L'émancipation des rivalités dans la quête de l'absolu.

[Attention Spoilers vers la fin] Oubliez vos questions sur ce qui est réel ou fantasmé, sur ce qui est schizophrène ou lucide, sur la crédibilité de ceci ou cela : vous lisez le film à un niveau qui ne vous apportera pratiquement rien. Du moins, c'est mon avis (et mon avis, je le partage).

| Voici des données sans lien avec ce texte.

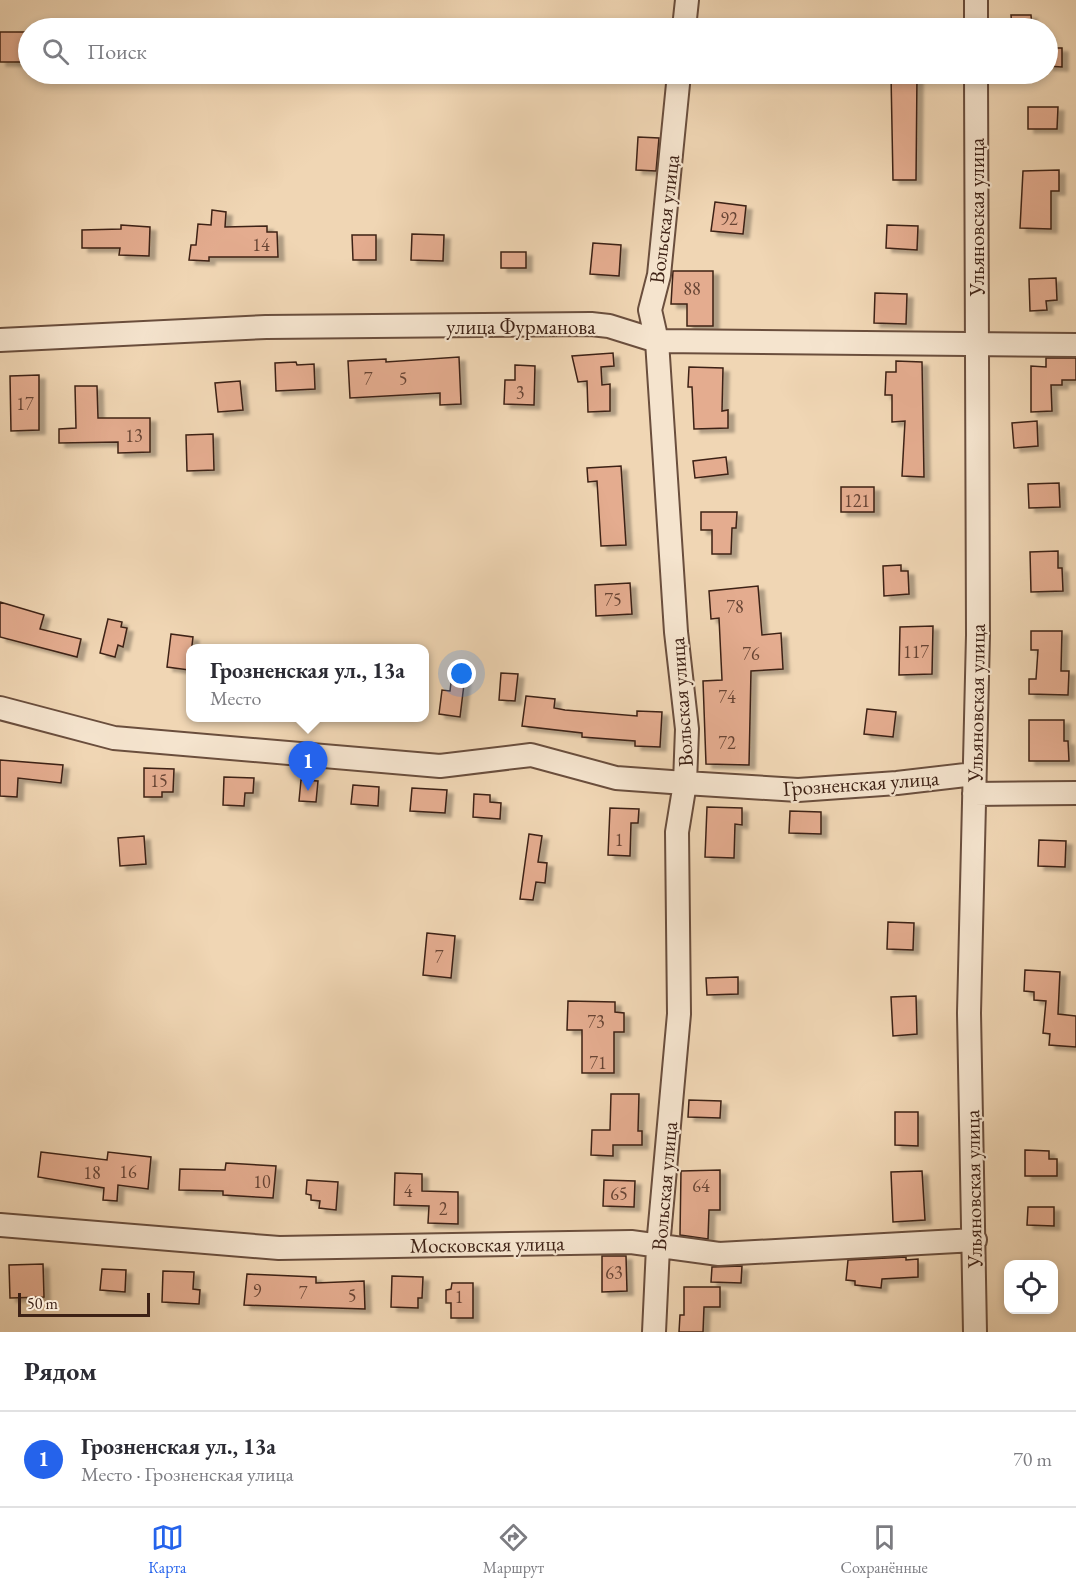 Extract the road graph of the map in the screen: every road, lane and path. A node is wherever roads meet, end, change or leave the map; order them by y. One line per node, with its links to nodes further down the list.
1 (687, 0): 3 (street)
2 (976, 0): 4 (street)
3 (685, 18)
4 (976, 18)
5 (679, 84): 8 (street, Вольская улица)
6 (976, 84): 9 (street, Ульяновская улица)
7 (0, 340): 8 (street, улица Фурманова)
8 (657, 340): 9 (street, улица Фурманова); 12 (street, Вольская улица)
9 (976, 344): 10 (street, улица Фурманова); 13 (street, Ульяновская улица)
10 (1076, 345)
11 (0, 708): 12 (street, Грозненская улица)
12 (685, 783): 13 (street, Грозненская улица); 17 (street, Вольская улица)
13 (974, 784): 14 (street, Грозненская улица); 16 (street, Ульяновская улица)
14 (1076, 793)
15 (0, 1225): 17 (street, Московская улица)
16 (975, 1240): 17 (street, Московская улица); 19 (street, Ульяновская улица)
17 (658, 1247): 18 (street, Вольская улица)
18 (654, 1332)
19 (975, 1332)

Dans Black Swan, justement, ce qui est un coup de génie, c'est de faire grandir ce personnage jusqu'au dernier moment, de le voir dans un premier temps pris par l'importance des rivalités, lutter avec ses désirs et le besoin de dépassement de soi, d'affirmation de soi. On ressent cette oscillation entre une partie refoulée de sa personnalité et une quête douloureuse vers la libération. Du moins est-ce ainsi que son entourage voit Nina, comme le dira d'ailleurs le metteur en scène, lui répétant que l'obstacle est en elle-même.

Chacun se sert de Nina pour entretenir les rivalités qui fondent leur identité : sa mère dans son rôle de mentor, le metteur en scène dans son rôle de créateur, sa rivale dans son rôle d'empoisonneuse, etc. Nous pensons tous qu'elle n'est qu'une balle jetée de main en main, torturée par sa personnalité trop faible pour opposer une résistance. Nous pensons tous que son affirmation selon laquelle "I want to be perfect" est un aveu de conformisme, de vouloir plaire aux autres.

[Spoiler maintenant] Mais nous découvrons à la dernière minute que sa quête de perfection se joue de toutes les ridicules rivalités qui sont si importantes pour les autres. Nous voyons le regard du metteur en scène passer de la satisfaction (elle l'a fait !) à l'incompréhension (qu'a-t-elle fait ?). Car Nina accède dans son ultime effort à un dépassement radical de sa condition humaine (au propre comme au figuré, puisqu'il lui en coûtera la vie) pour toucher à un absolu, une perfection qui n'a rien à voir avec les tourments du conformisme social.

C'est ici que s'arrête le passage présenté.